====== Data ======

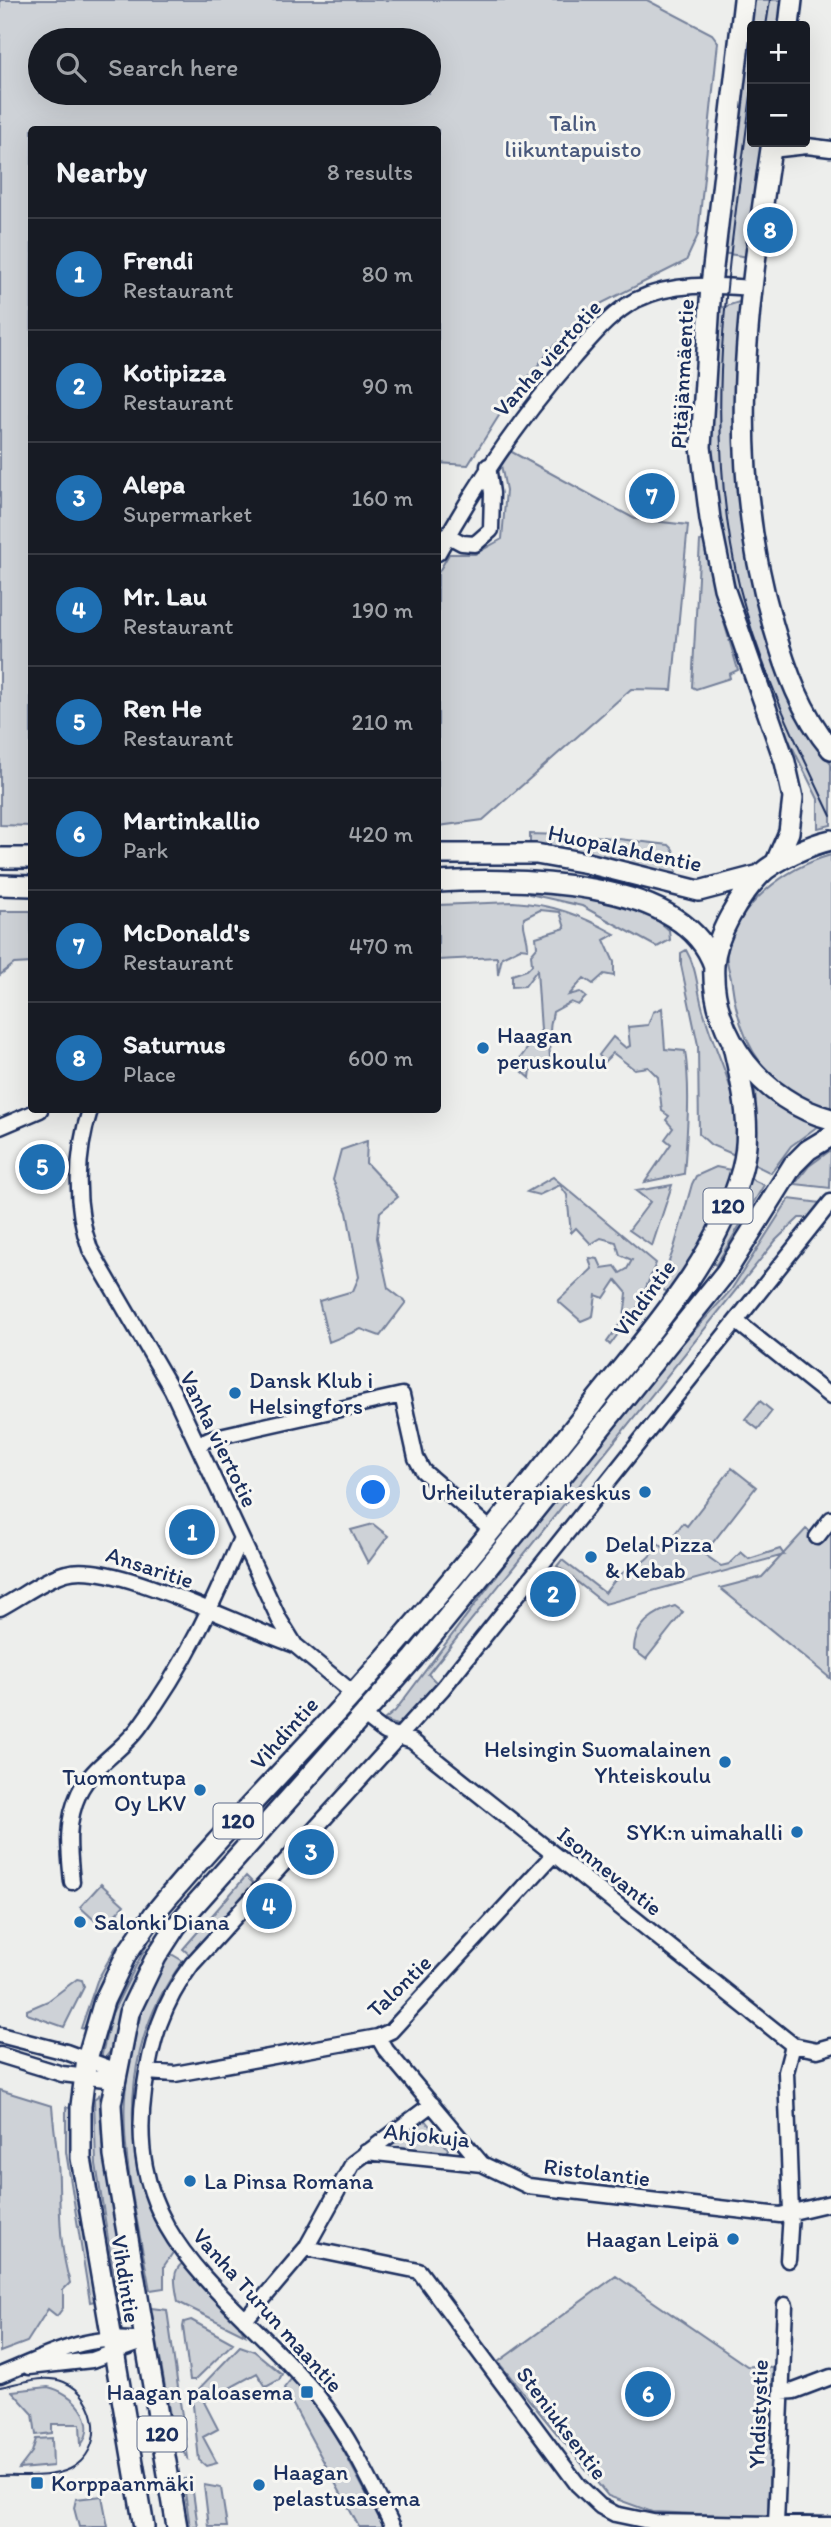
<!DOCTYPE html>
<meta charset="utf-8">
<style>
body{margin:0;font-family:Itim,sans-serif;background:#242831;color:#f1f3f6}
.controls{position:absolute;right:21px;top:21px;display:grid;overflow:hidden;border-radius:7px;box-shadow:0 7px 28px #0002}
.controls button{width:63px;height:63px;display:grid;place-items:center;padding:0;border:0;border-bottom:2px solid #363941;background:#171b24;color:#f1f3f6;font:35px sans-serif}
.you{position:absolute;left:374px;top:1493px;width:24px;height:24px;margin:-18px;border:5px solid #fff;border-radius:50%;background:#1a73e8;box-shadow:0 0 0 10px #1a73e833}
.badge{display:grid;place-items:center;width:46px;height:46px;border-radius:50%;background:#1f6fb2;color:#fff;font-size:23px;font-weight:700}
.pin{position:absolute;translate:-50% -50%;border:4px solid #fff;box-shadow:0 2px 7px #0006}
.list{margin:0;padding:0;list-style:none}
h2{display:flex;justify-content:space-between;align-items:center;height:91px;margin:0;padding:0 28px;font-size:30px}
h2 small{font-size:23px;font-weight:400;color:#9ea1a6}
.list li{display:grid;grid-template-columns:46px 1fr auto;gap:21px;align-items:center;box-sizing:border-box;height:112px;padding:0 28px;border-top:2px solid #363941}
.list b{display:block;font-size:26px;white-space:nowrap}
.list p{margin:0;font-size:23px;white-space:nowrap;color:#9ea1a6}
.list em{font-size:23px;font-style:normal;color:#9ea1a6}
.icon{flex:none;width:38px;height:38px;fill:none;stroke:currentColor;stroke-width:2;stroke-linecap:round;stroke-linejoin:round}
.map{position:relative;flex:none;width:831px;height:2527px;overflow:hidden}
.search{position:absolute;background:#171b24;box-shadow:0 7px 28px #0002;left:28px;top:28px;width:413px;height:77px;display:flex;align-items:center;gap:18px;box-sizing:border-box;padding:0 24px;border-radius:38px;color:#9ea1a6;font-size:26px}
.panel{position:absolute;background:#171b24;box-shadow:0 7px 28px #0002;left:28px;top:126px;width:413px;height:987px;border-radius:7px}
.map>svg:first-child{display:block}
.green{fill:#ced2d7;stroke:#74809a;stroke-width:2;fill-rule:evenodd}
.lines{fill:none;stroke-linecap:round;stroke-linejoin:round}
.minor-casing{stroke:#1b2f5e;stroke-width:19}
.major-casing{stroke:#1b2f5e;stroke-width:24}
.minor{stroke:#f6f6f2;stroke-width:14}
.major{stroke:#f6f6f2;stroke-width:19}
.tram{stroke:#1b2f5e;stroke-width:2}
.poi-dot{fill:#1f6fb2;stroke:#f6f6f2;stroke-width:2.5}
.labels{text-anchor:middle;stroke-width:6;stroke-linejoin:round;paint-order:stroke}
.shield{fill:#f6f6f2;stroke:#5d6b8a;stroke-width:2}
.shield-label{font-size:21px;font-weight:bold;fill:#1b2f5e}
.park-label{font-size:23px;fill:#48587c;stroke:#f6f6f2}
.street-label{font-size:23px;fill:#1b2f5e;stroke:#f6f6f2}
.poi-label{font-size:23px;fill:#1b2f5e;stroke:#f6f6f2;text-anchor:start}
</style>
<div class="map">
<svg width="831" height="2527" viewBox="0 0 831 2527">
<rect width="100%" height="100%" fill="#edeeec"/>
<filter id="ink" filterUnits="userSpaceOnUse"><feTurbulence type="fractalNoise" baseFrequency=".0143" numOctaves="2"/><feDisplacementMap in="SourceGraphic" scale="14" xChannelSelector="R" yChannelSelector="G"/><feConvolveMatrix kernelMatrix="1 2 1 2 8 2 1 2 1" color-interpolation-filters="sRGB"/></filter>
<g filter="url(#ink)">
<path class="green" d="M0 0H647L712 34 718 42 698 235 686 261 602 303 553 347 507 403 468 465 438 463V130H32L31 826 0 825ZM429 40V93H40V40Z
M753 0H786L784 26H752V142H765L749 257 721 253Z
M739 302 743 303 742 498 816 745 831 763V825L818 828V799L779 720 745 636 721 542 709 437 717 309Z
M510 451 635 519 688 525 672 690 631 689 483 820 438 826V573L449 554H475L502 539 506 490 501 465Z
M705 540 714 588 738 670 729 674 730 678 696 689 692 687 700 541Z
M530 834 594 836 669 845C677 851 678 867 675 876L588 853 530 843Z
M831 855V1109C768 1090 740 1047 732 984 731 975 725 961 727 953 737 904 785 868 831 855Z
M529 890C570 894 639 900 669 930L670 940 657 947 582 906 529 894Z
M513 902C552 904 581 915 615 934L604 940 614 962V976L604 974 593 984 584 978 569 995 580 992 586 997 578 1005 571 1002 553 1012C549 1028 548 1049 551 1064L532 1061 530 1078 515 1065 541 1030 537 970 525 986 512 987V975L527 970 532 965 531 954 537 947 536 937 565 928 560 912 540 910 524 918C522 930 529 937 528 949L520 948 502 957 498 975 497 957 438 960V905Z
M0 911H31L32 963 14 964 0 975Z
M686 950C698 970 697 992 704 1013 720 1069 743 1092 735 1155L711 1145 699 1134 698 1045 681 965V953Z
M662 1008 665 1049 685 1051C691 1092 687 1132 684 1174L645 1182 671 1144 665 1139 673 1128 666 1120 669 1116 662 1111 658 1077 648 1067 634 1069 613 1053 604 1062 599 1055 613 1037 626 1048 630 1046 628 1027 648 1025 653 1012Z
M755 1086 775 1104 818 1126 791 1146 771 1173 753 1164 757 1140Z
M367 1141 366 1163 398 1197 380 1212 377 1238 388 1288 406 1302 380 1336 361 1329 329 1342 319 1301 353 1291 359 1277 347 1212 333 1180 341 1150Z
M831 1150 830 1188 795 1184 809 1166Z
M716 1167 731 1170C719 1216 694 1254 668 1292L659 1288 674 1248 692 1184 696 1176Z
M553 1177 656 1263 639 1305 610 1345 607 1342 624 1318 627 1293 616 1280 604 1298 596 1295 593 1316 581 1321 558 1301 592 1269 589 1258 598 1259 602 1268 615 1266 620 1273 627 1269 632 1260 620 1255 616 1242 601 1238 591 1244 576 1228 571 1233 567 1195 560 1185 539 1195 527 1192Z
M749 1178 764 1185 716 1265 710 1262 731 1227Z
M672 1185 652 1246 629 1230 650 1202 636 1191Z
M789 1199 821 1203 809 1218H799L776 1240 428 1674 437 1683 405 1721 399 1726 384 1720 395 1711 536 1523 652 1377 731 1290Z
M760 1401 772 1411 758 1429 745 1419Z
M732 1468 756 1487 704 1554 721 1566 729 1564 741 1552 749 1559 780 1549 784 1555 605 1604 557 1566 562 1560 605 1593C610 1587 617 1576 624 1572 642 1562 646 1563 659 1544L664 1548 683 1523 687 1526Z
M373 1524 388 1536 368 1563 351 1530Z
M806 1529 817 1537 831 1530V1679L720 1588 762 1577Z
M675 1606 683 1612 646 1659 634 1650C634 1625 654 1612 675 1606Z
M246 1876 255 1885 190 1955 183 1949Z
M101 1884 124 1905 103 1928 80 1907Z
M150 1938 155 1942 115 2045 105 2058H101L112 2013Z
M117 1945 121 1947 105 1977 84 2029 81 2028 97 1981Z
M168 1952 183 1961C129 2032 119 2126 151 2209 156 2224 166 2238 174 2251L164 2266V2288L150 2290C125 2155 101 2081 168 1952Z
M77 1979 82 1980 84 1987 64 2027 27 2014V2010L48 2001Z
M0 2090 52 2106C54 2132 59 2159 59 2184 60 2219 60 2249 70 2283L63 2290V2308L57 2316 48 2309 27 2342 0 2352Z
M99 2095 103 2151 128 2300 118 2301 96 2164 94 2099Z
M66 2107 70 2108 73 2168 95 2301 90 2302 66 2152Z
M424 2119 448 2149 446 2153 392 2147 390 2143Z
M183 2263 233 2314 245 2335 178 2302C176 2288 170 2271 183 2263Z
M616 2276 747 2366 773 2367 768 2517 652 2512 608 2496 498 2362Z
M151 2308 167 2310 188 2458 175 2443Z
M191 2320 233 2343 195 2380H190L183 2327 184 2322Z
M240 2346 254 2351 282 2374 279 2380 266 2387 257 2373 204 2402 218 2429 203 2437 217 2463 206 2466 199 2460 192 2396Z
M292 2378 326 2418 384 2527H359L284 2388Z
M48 2387C72 2392 100 2420 81 2445L80 2424H52V2433L36 2435 33 2414 12 2391Z
M52 2438 53 2466 19 2469 32 2452 36 2439Z
M191 2478 198 2527H190L183 2479Z
M204 2485 221 2488 227 2527H209Z
M102 2496 108 2527H79L74 2508 76 2499Z"/>
<g class="lines">
<defs>
<path id="minor" d="M771 150 807 146 831 149
M447 535 462 543 475 544 491 530 492 493 488 466
M438 553C477 482 520 418 574 357 592 337 611 313 636 300 673 282 712 285 751 288
M90 1110C76 1153 74 1205 90 1249L172 1390 279 1619 295 1645 354 1694
M0 1127 40 1110
M736 1321 831 1397
M198 1444 211 1438 402 1395 416 1458 423 1471 491 1530
M817 1537 831 1519
M0 1608C21 1597 44 1579 66 1573 113 1559 243 1628 295 1645
M364 1716 385 1732 412 1741 793 2045 817 2050 831 2046
M72 1882C69 1851 65 1823 79 1793 91 1767 123 1750 140 1726 186 1664 211 1608 241 1538
M0 2035 66 2052 115 2070
M378 2037 385 2049 482 2164 528 2186 780 2215 831 2203
M0 2055 62 2074 114 2080
M147 2072 175 2074 378 2037 391 2031 553 1855
M366 2152 482 2164
M306 2248 419 2271 578 2485 600 2506 615 2514 653 2522 831 2525
M788 2260 791 2213 786 2072 793 2045
M245 2320 306 2248 353 2163 432 2104
M29 2367 92 2360 145 2341
M0 2375C57 2352 82 2334 146 2341
M782 2392 794 2391 831 2377
M776 2524 785 2305
M393 2527C371 2482 348 2434 316 2394 233 2293 123 2243 144 2091 151 2042 162 2004 192 1964L443 1688 831 1202"/>
<path id="major" d="M744 0 711 285 701 447 710 519 724 588 785 762 793 798 789 832 776 862
M789 26 792 0
M772 142C747 310 724 458 773 625 786 670 801 713 831 749
M831 840C812 844 773 861 760 875 739 897 716 934 714 965 710 1036 764 1102 831 1119
M438 854H536L587 863 699 891 760 875
M0 858H32
M438 882C514 878 684 877 714 966
M0 885 32 886
M144 2527 81 2158V2106L87 2059 104 2001 127 1953 154 1914C217 1837 288 1767 354 1693 437 1600 515 1502 592 1405 649 1333 718 1259 742 1169 753 1127 742 1086 733 1046
M177 2527 114 2156 111 2104 129 2013 156 1957 176 1926 414 1658 517 1532 726 1272 793 1165 808 1150 831 1136"/>
</defs>
<use href="#minor" class="minor-casing"/>
<use href="#major" class="major-casing"/>
<use href="#minor" class="minor"/>
<use href="#major" class="major"/>
<path class="tram" d="M766 26 770 0
M752 87C731 255 699 421 740 589 760 669 796 742 831 816
M0 2387C20 2383 44 2374 64 2382 100 2397 106 2451 70 2469 49 2479 22 2475 0 2476"/>
</g>
</g>
<g class="poi-dot">
<circle cx="483" cy="1048" r="7"/>
<circle cx="235" cy="1393" r="7"/>
<circle cx="645" cy="1492" r="7"/>
<circle cx="591" cy="1557" r="7"/>
<circle cx="725" cy="1762" r="7"/>
<circle cx="200" cy="1790" r="7"/>
<circle cx="797" cy="1832" r="7"/>
<circle cx="80" cy="1922" r="7"/>
<circle cx="190" cy="2181" r="7"/>
<circle cx="733" cy="2239" r="7"/>
<rect x="300" y="2385" width="14" height="14" rx="3.5"/>
<rect x="30" y="2476" width="14" height="14" rx="3.5"/>
<circle cx="259" cy="2485" r="7"/>
</g>
<g class="labels">
<g class="shield">
<rect x="703.5" y="1188.5" width="49" height="35" rx="5"/>
<rect x="213.5" y="1803.5" width="49" height="35" rx="5"/>
<rect x="137.5" y="2416.5" width="49" height="35" rx="5"/>
</g>
<g class="shield-label">
<text x="728" y="1213">120</text>
<text x="238" y="1828">120</text>
<text x="162" y="2441">120</text>
</g>
<g class="park-label">
<text x="573" y="131">Talin<tspan x="573" dy="26">liikuntapuisto</tspan></text>
</g>
<g class="street-label">
<text transform="translate(547 358) rotate(-48)" y="8">Vanha viertotie</text>
<text transform="translate(682 374) rotate(-87)" y="8">Pitäjänmäentie</text>
<text transform="translate(625 848) rotate(12)" y="8">Huopalahdentie</text>
<text transform="translate(644 1298) rotate(-54)" y="8">Vihdintie</text>
<text transform="translate(219 1439) rotate(64)" y="8">Vanha viertotie</text>
<text transform="translate(150 1567) rotate(18)" y="8">Ansaritie</text>
<text transform="translate(284 1733) rotate(-48)" y="8">Vihdintie</text>
<text transform="translate(610 1871) rotate(39)" y="8">Isonnevantie</text>
<text transform="translate(399 1986) rotate(-44)" y="8">Talontie</text>
<text transform="translate(427 2135) rotate(6)" y="8">Ahjokuja</text>
<text transform="translate(597 2172) rotate(7)" y="8">Ristolantie</text>
<text transform="translate(126 2279) rotate(81)" y="8">Vihdintie</text>
<text transform="translate(268 2310) rotate(48)" y="8">Vanha Turun maantie</text>
<text transform="translate(758 2414) rotate(-88)" y="8">Yhdistystie</text>
<text transform="translate(562 2423) rotate(53)" y="8">Steniuksentie</text>
</g>
<g class="poi-label">
<text x="497" y="1043">Haagan<tspan x="497" dy="26">peruskoulu</tspan></text>
<text x="249" y="1388">Dansk Klub i<tspan x="249" dy="26">Helsingfors</tspan></text>
<text x="631" y="1500" text-anchor="end">Urheiluterapiakeskus</text>
<text x="605" y="1552">Delal Pizza<tspan x="605" dy="26">&amp; Kebab</tspan></text>
<text x="711" y="1757" text-anchor="end">Helsingin Suomalainen<tspan x="711" dy="26">Yhteiskoulu</tspan></text>
<text x="186" y="1785" text-anchor="end">Tuomontupa<tspan x="186" dy="26">Oy LKV</tspan></text>
<text x="783" y="1840" text-anchor="end">SYK:n uimahalli</text>
<text x="94" y="1930">Salonki Diana</text>
<text x="204" y="2189">La Pinsa Romana</text>
<text x="719" y="2247" text-anchor="end">Haagan Leipä</text>
<text x="293" y="2400" text-anchor="end">Haagan paloasema</text>
<text x="273" y="2480">Haagan<tspan x="273" dy="26">pelastusasema</tspan></text>
<text x="51" y="2491">Korppaanmäki</text>
</g>
</g>
</svg>
<div class="controls">
<button>+</button>
<button>−</button>
</div>
<div class="you"></div>
<div class="pin badge" style="left:192px;top:1532px">1</div>
<div class="pin badge" style="left:553px;top:1594px">2</div>
<div class="pin badge" style="left:311px;top:1852px">3</div>
<div class="pin badge" style="left:269px;top:1906px">4</div>
<div class="pin badge" style="left:42px;top:1167px">5</div>
<div class="pin badge" style="left:648px;top:2394px">6</div>
<div class="pin badge" style="left:652px;top:496px">7</div>
<div class="pin badge" style="left:770px;top:230px">8</div>
<div class="search"><svg class="icon" aria-label="search" viewBox="0 0 24 24"><circle cx="10" cy="10" r="6"/><path d="M15 15l6 6"/></svg>Search here</div>
<section class="panel">
<h2>Nearby<small>8 results</small></h2>
<ul class="list">
<li><span class="badge">1</span><div><b>Frendi</b><p>Restaurant</p></div><em>80 m</em></li>
<li><span class="badge">2</span><div><b>Kotipizza</b><p>Restaurant</p></div><em>90 m</em></li>
<li><span class="badge">3</span><div><b>Alepa</b><p>Supermarket</p></div><em>160 m</em></li>
<li><span class="badge">4</span><div><b>Mr. Lau</b><p>Restaurant</p></div><em>190 m</em></li>
<li><span class="badge">5</span><div><b>Ren He</b><p>Restaurant</p></div><em>210 m</em></li>
<li><span class="badge">6</span><div><b>Martinkallio</b><p>Park</p></div><em>420 m</em></li>
<li><span class="badge">7</span><div><b>McDonald's</b><p>Restaurant</p></div><em>470 m</em></li>
<li><span class="badge">8</span><div><b>Saturnus</b><p>Place</p></div><em>600 m</em></li>
</ul>
</section>
</div>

======

* Task details *
In the records above, the line with "M191 2478 198 2527H190L183 2479Z" marks the start and the line with "M0 1608C21 1597" marks the end; copy that stretch exactly, both lines included, and nothing else.

* Your solution *
M191 2478 198 2527H190L183 2479Z
M204 2485 221 2488 227 2527H209Z
M102 2496 108 2527H79L74 2508 76 2499Z"/>
<g class="lines">
<defs>
<path id="minor" d="M771 150 807 146 831 149
M447 535 462 543 475 544 491 530 492 493 488 466
M438 553C477 482 520 418 574 357 592 337 611 313 636 300 673 282 712 285 751 288
M90 1110C76 1153 74 1205 90 1249L172 1390 279 1619 295 1645 354 1694
M0 1127 40 1110
M736 1321 831 1397
M198 1444 211 1438 402 1395 416 1458 423 1471 491 1530
M817 1537 831 1519
M0 1608C21 1597 44 1579 66 1573 113 1559 243 1628 295 1645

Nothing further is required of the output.